Exercise instructions → The answer must consist of every record below, reproduced exactly.

==== Records for processing

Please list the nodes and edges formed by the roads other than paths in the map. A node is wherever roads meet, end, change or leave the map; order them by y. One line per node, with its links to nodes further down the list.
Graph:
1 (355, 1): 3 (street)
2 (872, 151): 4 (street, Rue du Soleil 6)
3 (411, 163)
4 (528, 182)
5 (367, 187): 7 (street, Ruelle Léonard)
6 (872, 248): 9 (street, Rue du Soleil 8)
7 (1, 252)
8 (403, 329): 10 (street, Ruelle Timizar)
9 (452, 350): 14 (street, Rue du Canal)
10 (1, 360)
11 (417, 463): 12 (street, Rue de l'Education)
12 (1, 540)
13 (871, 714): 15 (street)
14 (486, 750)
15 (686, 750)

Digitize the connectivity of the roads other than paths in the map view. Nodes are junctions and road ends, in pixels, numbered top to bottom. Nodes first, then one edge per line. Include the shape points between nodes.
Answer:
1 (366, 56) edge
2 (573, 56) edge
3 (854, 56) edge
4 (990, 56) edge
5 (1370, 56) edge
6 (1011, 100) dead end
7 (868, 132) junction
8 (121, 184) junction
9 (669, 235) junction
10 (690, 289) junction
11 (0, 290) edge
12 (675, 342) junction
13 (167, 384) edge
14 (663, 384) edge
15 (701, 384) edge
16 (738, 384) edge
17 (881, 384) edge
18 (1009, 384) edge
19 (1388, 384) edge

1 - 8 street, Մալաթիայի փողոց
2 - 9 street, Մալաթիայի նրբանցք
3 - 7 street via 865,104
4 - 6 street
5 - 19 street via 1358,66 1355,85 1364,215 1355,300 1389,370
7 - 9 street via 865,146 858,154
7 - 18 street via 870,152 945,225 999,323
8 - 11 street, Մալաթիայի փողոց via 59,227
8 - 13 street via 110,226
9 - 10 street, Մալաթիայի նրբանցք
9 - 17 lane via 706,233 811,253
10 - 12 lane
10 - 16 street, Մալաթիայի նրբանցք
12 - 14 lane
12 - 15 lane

========

Solution for this task →
Please list the nodes and edges formed by the roads other than paths in the map. A node is wherever roads meet, end, change or leave the map; order them by y. One line per node, with its links to nodes further down the list.
Graph:
1 (355, 1): 3 (street)
2 (872, 151): 4 (street, Rue du Soleil 6)
3 (411, 163)
4 (528, 182)
5 (367, 187): 7 (street, Ruelle Léonard)
6 (872, 248): 9 (street, Rue du Soleil 8)
7 (1, 252)
8 (403, 329): 10 (street, Ruelle Timizar)
9 (452, 350): 14 (street, Rue du Canal)
10 (1, 360)
11 (417, 463): 12 (street, Rue de l'Education)
12 (1, 540)
13 (871, 714): 15 (street)
14 (486, 750)
15 (686, 750)

Digitize the connectivity of the roads other than paths in the map view. Nodes are junctions and road ends, in pixels, numbered top to bottom. Nodes first, then one edge per line. Include the shape points between nodes.
Answer:
1 (366, 56) edge
2 (573, 56) edge
3 (854, 56) edge
4 (990, 56) edge
5 (1370, 56) edge
6 (1011, 100) dead end
7 (868, 132) junction
8 (121, 184) junction
9 (669, 235) junction
10 (690, 289) junction
11 (0, 290) edge
12 (675, 342) junction
13 (167, 384) edge
14 (663, 384) edge
15 (701, 384) edge
16 (738, 384) edge
17 (881, 384) edge
18 (1009, 384) edge
19 (1388, 384) edge

1 - 8 street, Մալաթիայի փողոց
2 - 9 street, Մալաթիայի նրբանցք
3 - 7 street via 865,104
4 - 6 street
5 - 19 street via 1358,66 1355,85 1364,215 1355,300 1389,370
7 - 9 street via 865,146 858,154
7 - 18 street via 870,152 945,225 999,323
8 - 11 street, Մալաթիայի փողոց via 59,227
8 - 13 street via 110,226
9 - 10 street, Մալաթիայի նրբանցք
9 - 17 lane via 706,233 811,253
10 - 12 lane
10 - 16 street, Մալաթիայի նրբանցք
12 - 14 lane
12 - 15 lane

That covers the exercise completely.